[Collected data entries]

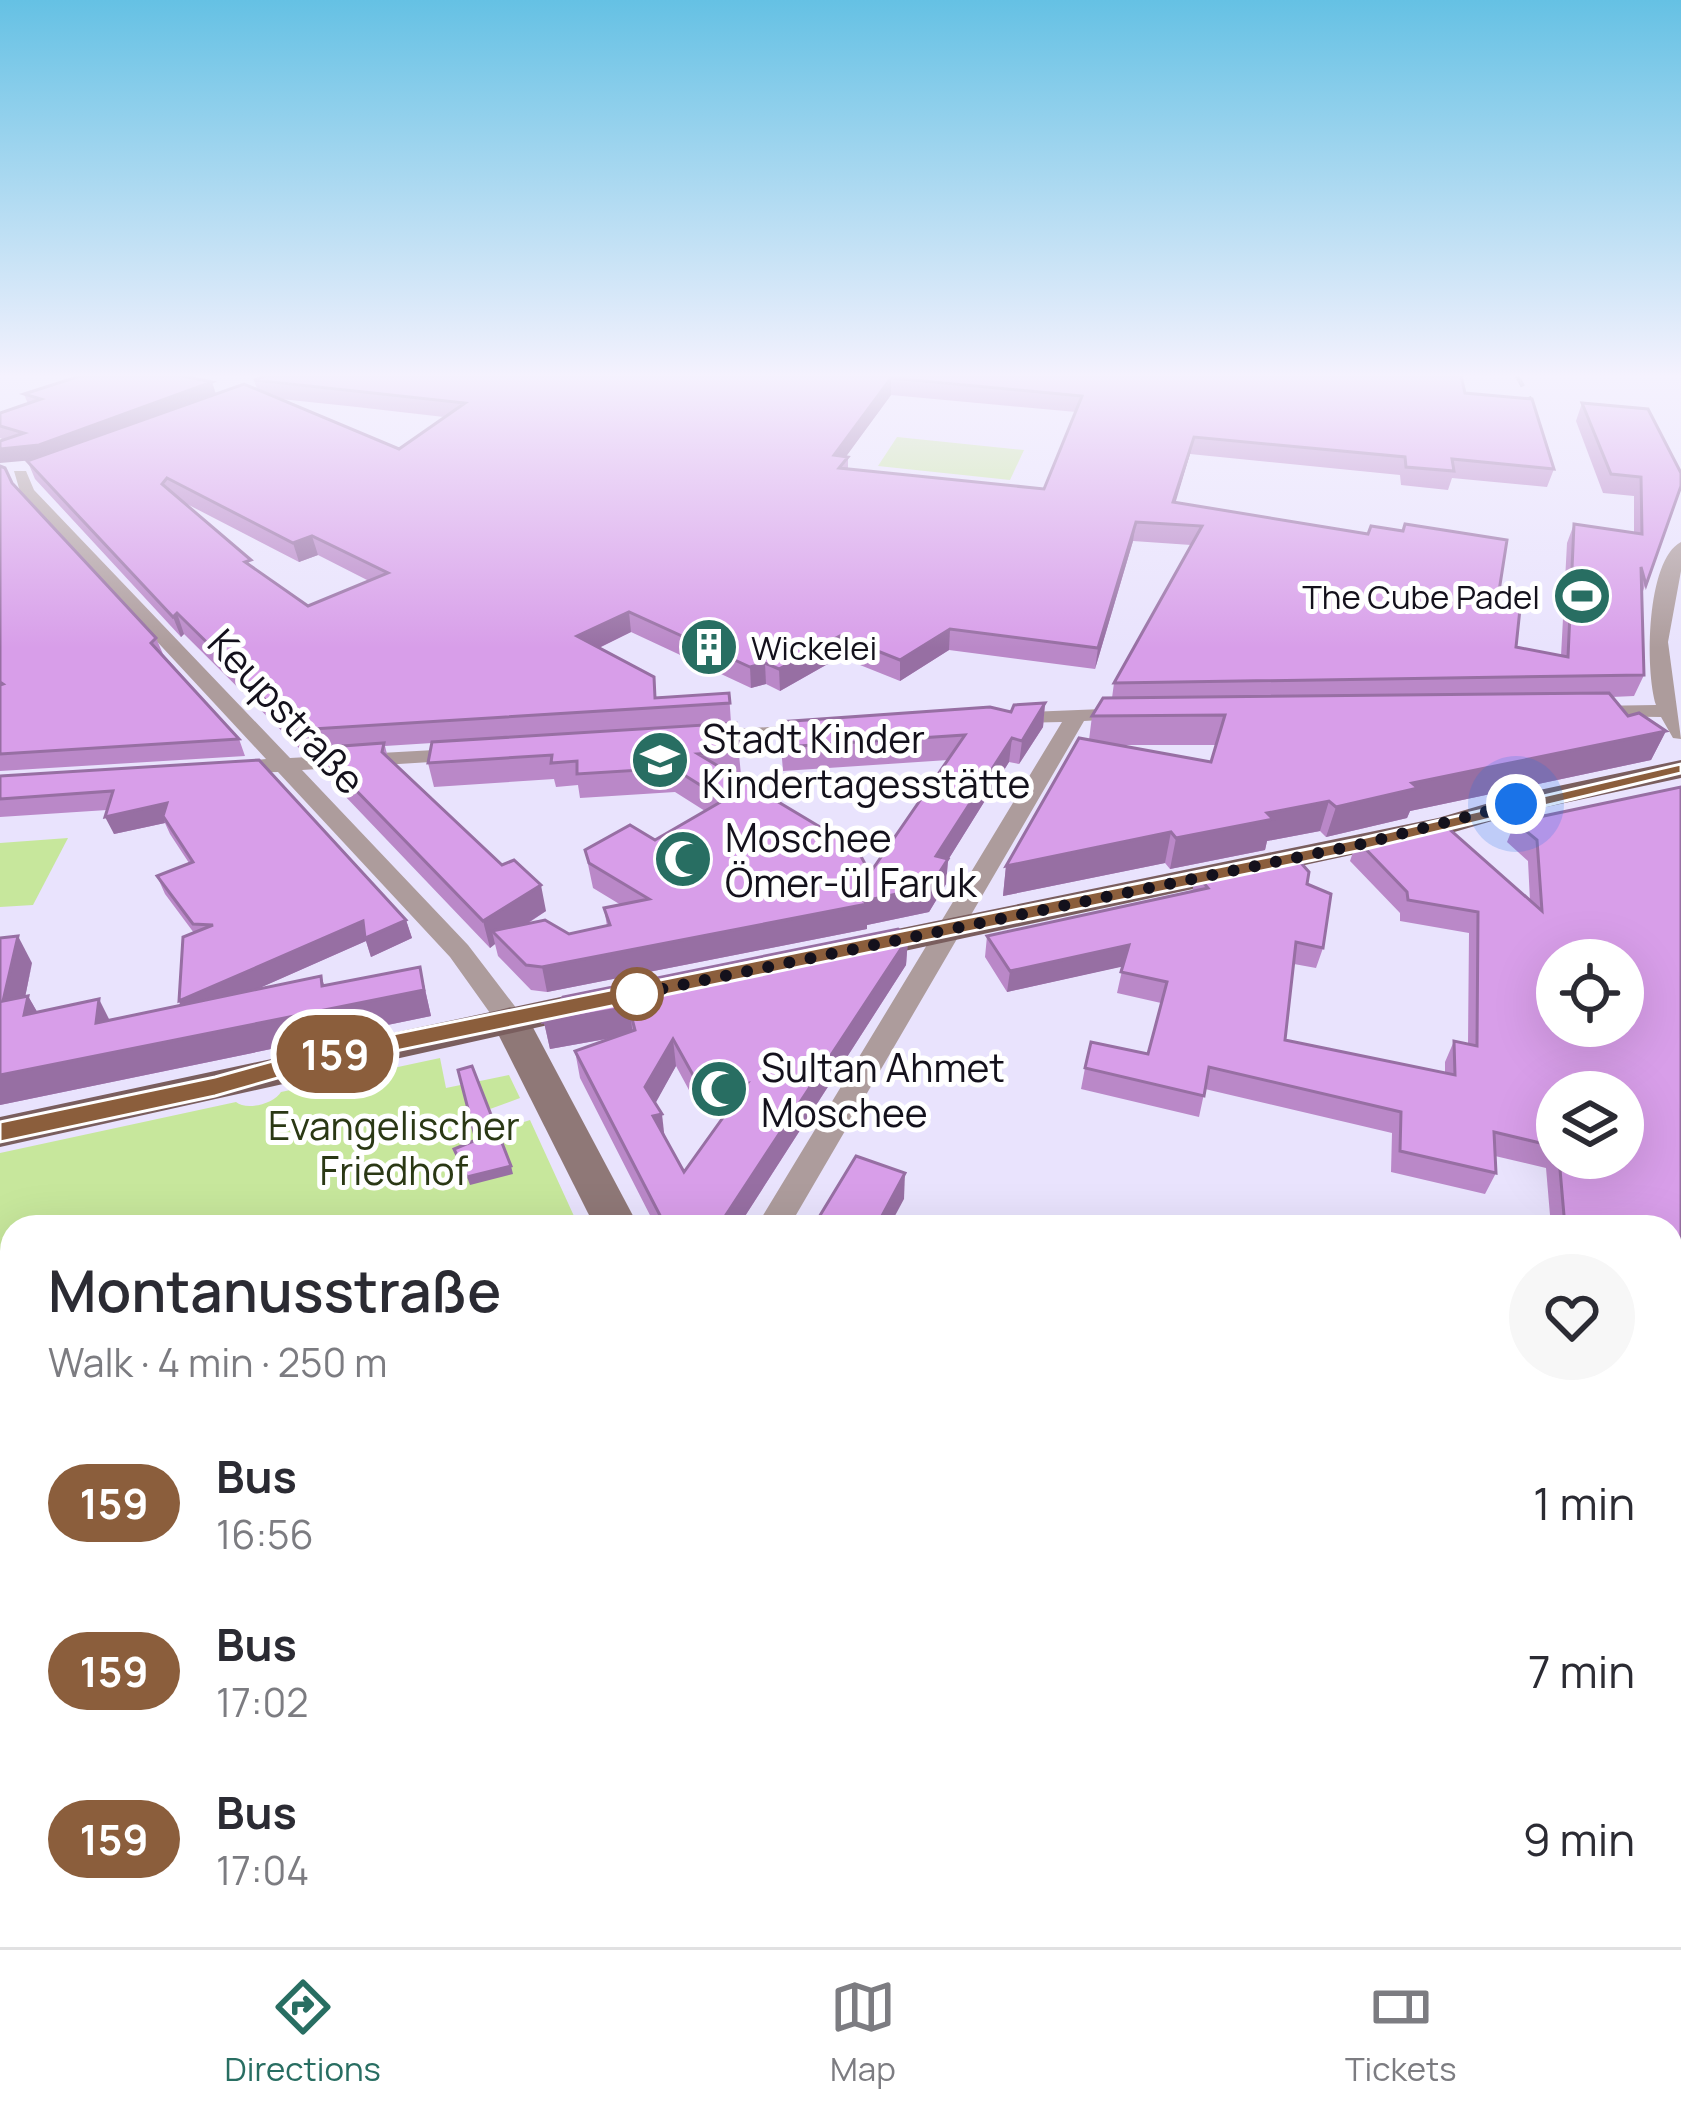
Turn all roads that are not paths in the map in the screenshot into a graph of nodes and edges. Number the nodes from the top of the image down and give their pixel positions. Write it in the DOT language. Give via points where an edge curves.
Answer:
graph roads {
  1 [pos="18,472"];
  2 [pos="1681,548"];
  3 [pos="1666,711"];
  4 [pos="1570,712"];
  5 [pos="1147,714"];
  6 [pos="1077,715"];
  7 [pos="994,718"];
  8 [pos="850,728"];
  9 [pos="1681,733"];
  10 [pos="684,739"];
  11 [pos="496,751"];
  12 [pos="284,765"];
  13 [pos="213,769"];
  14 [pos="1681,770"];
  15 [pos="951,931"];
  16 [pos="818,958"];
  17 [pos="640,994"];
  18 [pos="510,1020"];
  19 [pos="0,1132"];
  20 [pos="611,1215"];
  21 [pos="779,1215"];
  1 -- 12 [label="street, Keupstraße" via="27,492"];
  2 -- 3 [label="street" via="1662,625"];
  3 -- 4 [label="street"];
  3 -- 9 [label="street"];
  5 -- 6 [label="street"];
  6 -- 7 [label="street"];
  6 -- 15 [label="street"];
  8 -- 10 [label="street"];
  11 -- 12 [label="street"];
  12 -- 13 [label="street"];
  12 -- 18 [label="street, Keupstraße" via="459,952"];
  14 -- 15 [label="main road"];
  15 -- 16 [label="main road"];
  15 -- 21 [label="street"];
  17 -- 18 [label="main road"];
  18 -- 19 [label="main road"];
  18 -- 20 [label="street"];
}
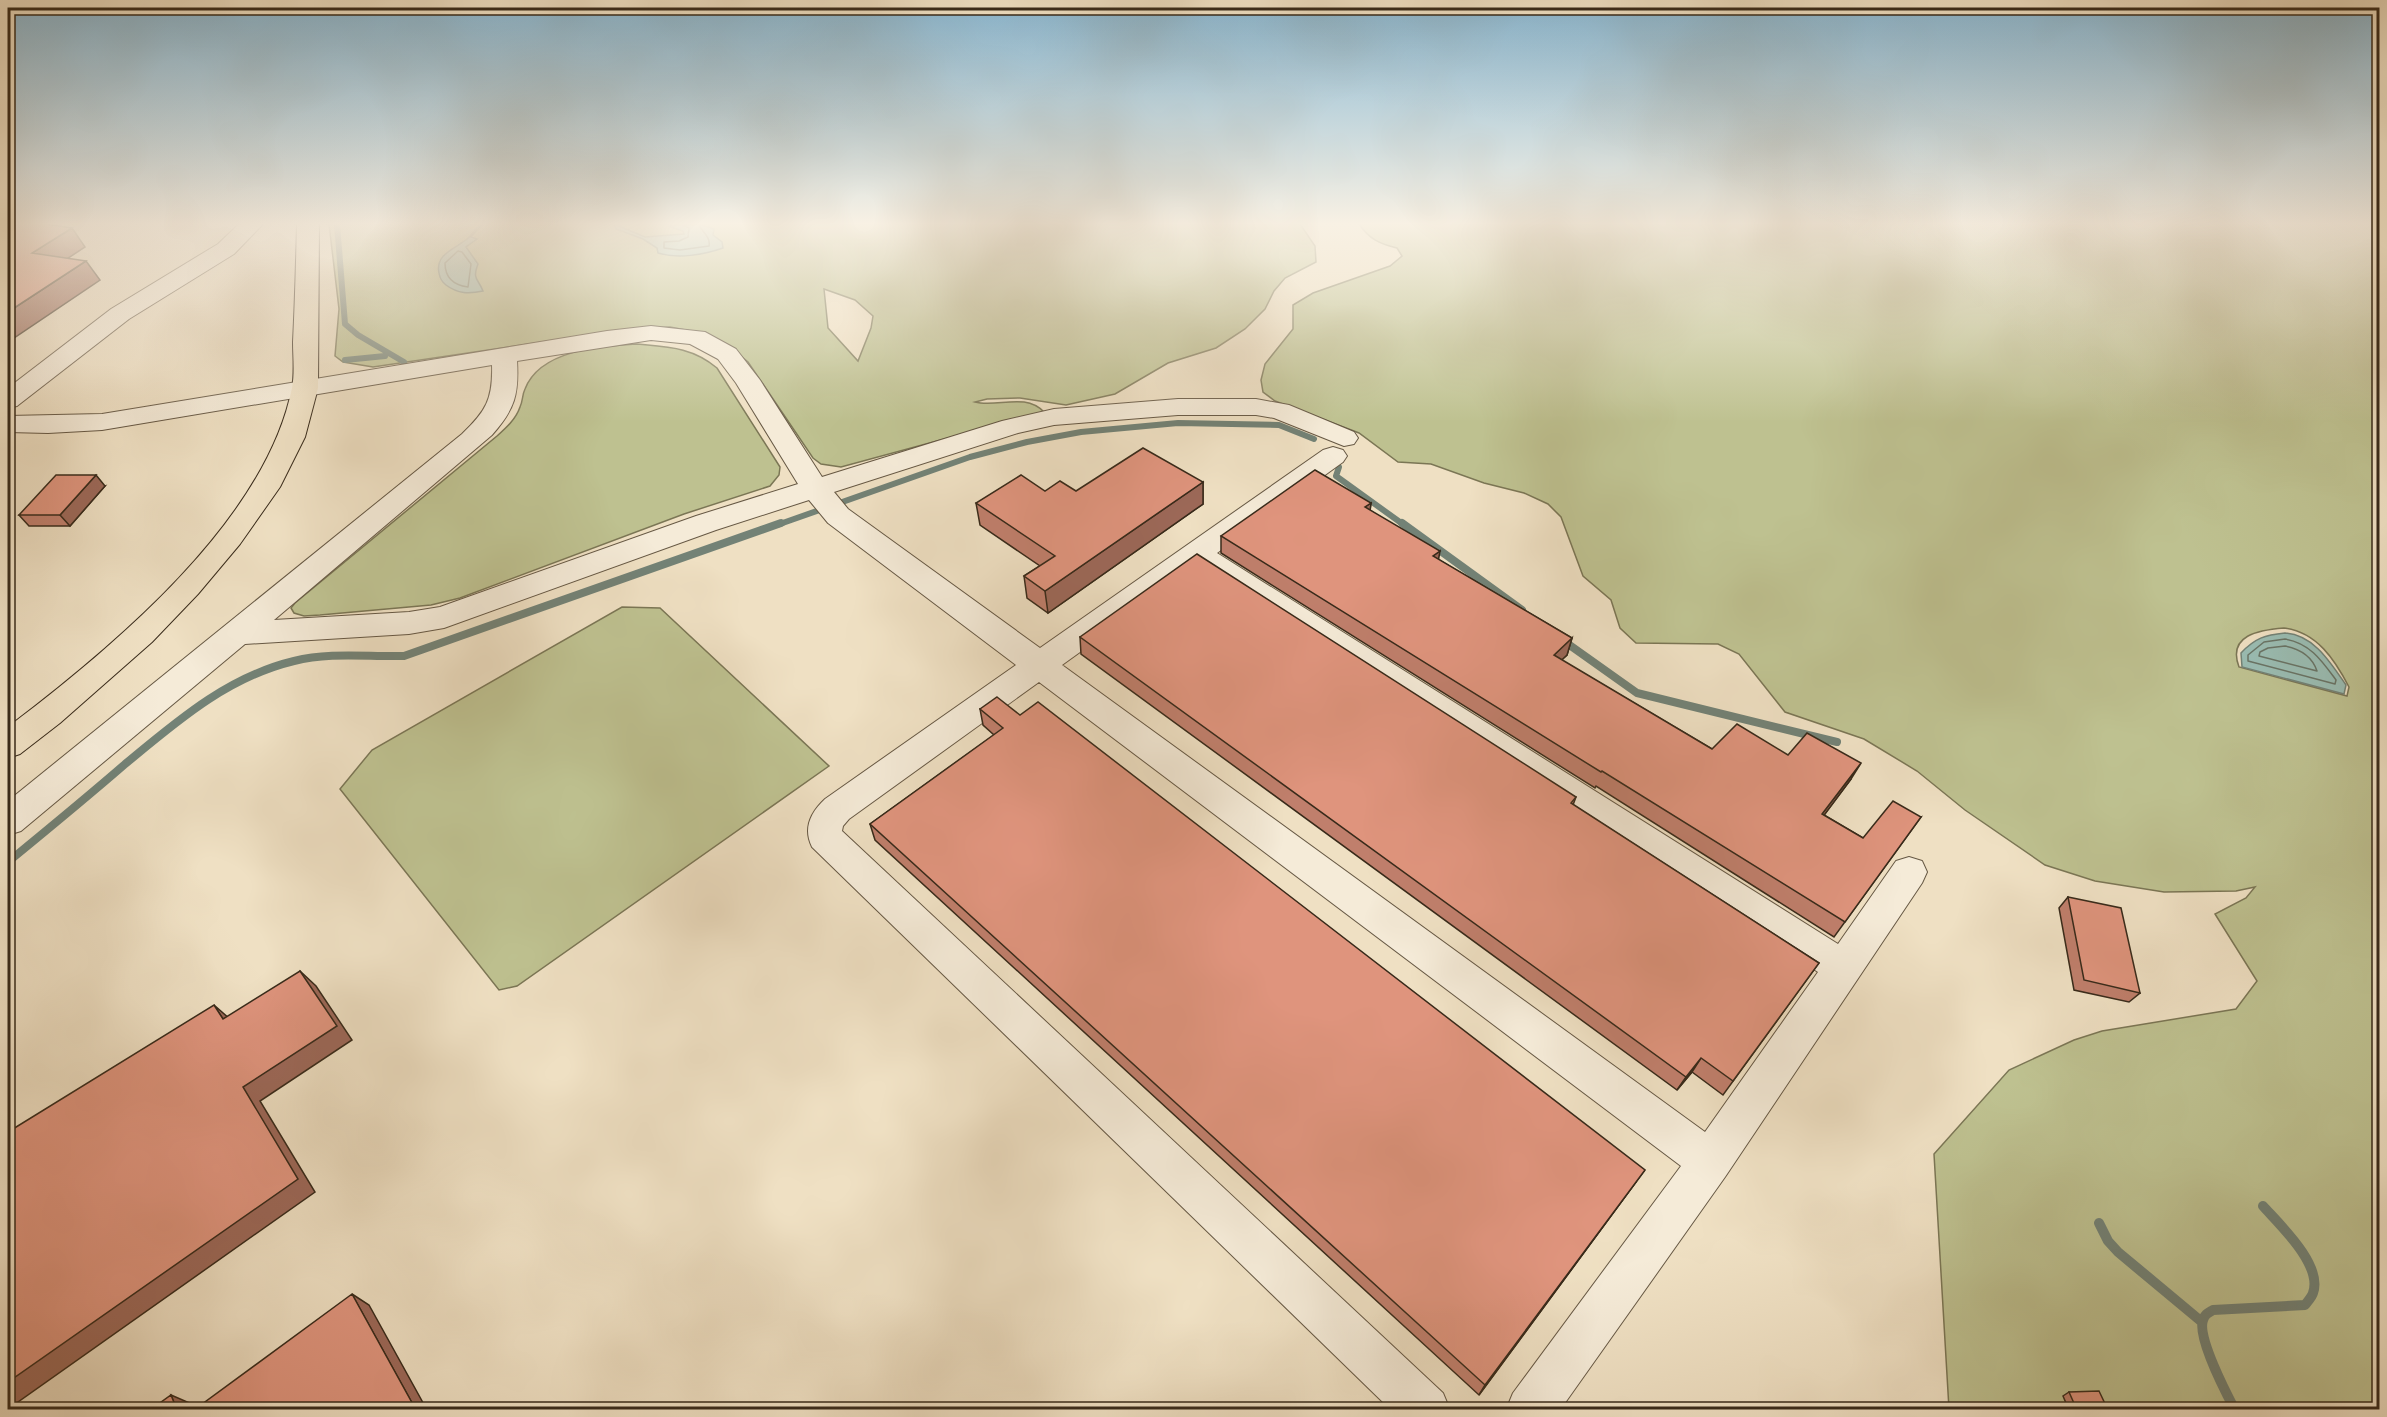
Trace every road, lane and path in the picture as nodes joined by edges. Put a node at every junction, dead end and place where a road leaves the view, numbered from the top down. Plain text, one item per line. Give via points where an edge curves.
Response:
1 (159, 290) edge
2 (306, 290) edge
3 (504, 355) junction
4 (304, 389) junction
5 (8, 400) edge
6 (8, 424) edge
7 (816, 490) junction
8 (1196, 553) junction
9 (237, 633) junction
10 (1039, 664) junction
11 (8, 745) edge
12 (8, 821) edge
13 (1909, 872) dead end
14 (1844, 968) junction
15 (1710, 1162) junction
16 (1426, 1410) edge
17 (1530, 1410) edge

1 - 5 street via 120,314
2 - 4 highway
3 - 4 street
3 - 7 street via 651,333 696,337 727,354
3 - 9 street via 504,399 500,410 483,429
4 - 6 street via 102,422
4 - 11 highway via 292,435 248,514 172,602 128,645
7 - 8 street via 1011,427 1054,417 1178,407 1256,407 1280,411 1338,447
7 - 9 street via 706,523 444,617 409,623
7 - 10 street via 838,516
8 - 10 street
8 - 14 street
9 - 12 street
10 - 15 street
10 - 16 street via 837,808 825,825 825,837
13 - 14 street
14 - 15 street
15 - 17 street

**Task goal:** The answer must be every line of the records above that holds the word "points".

**Reply to the exercise:**
Turn all roads that are not paths in the map in the screenshot into a graph of nodes and edges. Number the nodes from the top of the image down and give their pixel positions. Write it in the DOT language. Give via points where an edge curves.
Trace every road, lane and path in the picture as nodes joined by edges. Put a node at every junction, dead end and place where a road leaves the view, numbered from the top down. Plain text, one item per line. Give via points where an edge curves.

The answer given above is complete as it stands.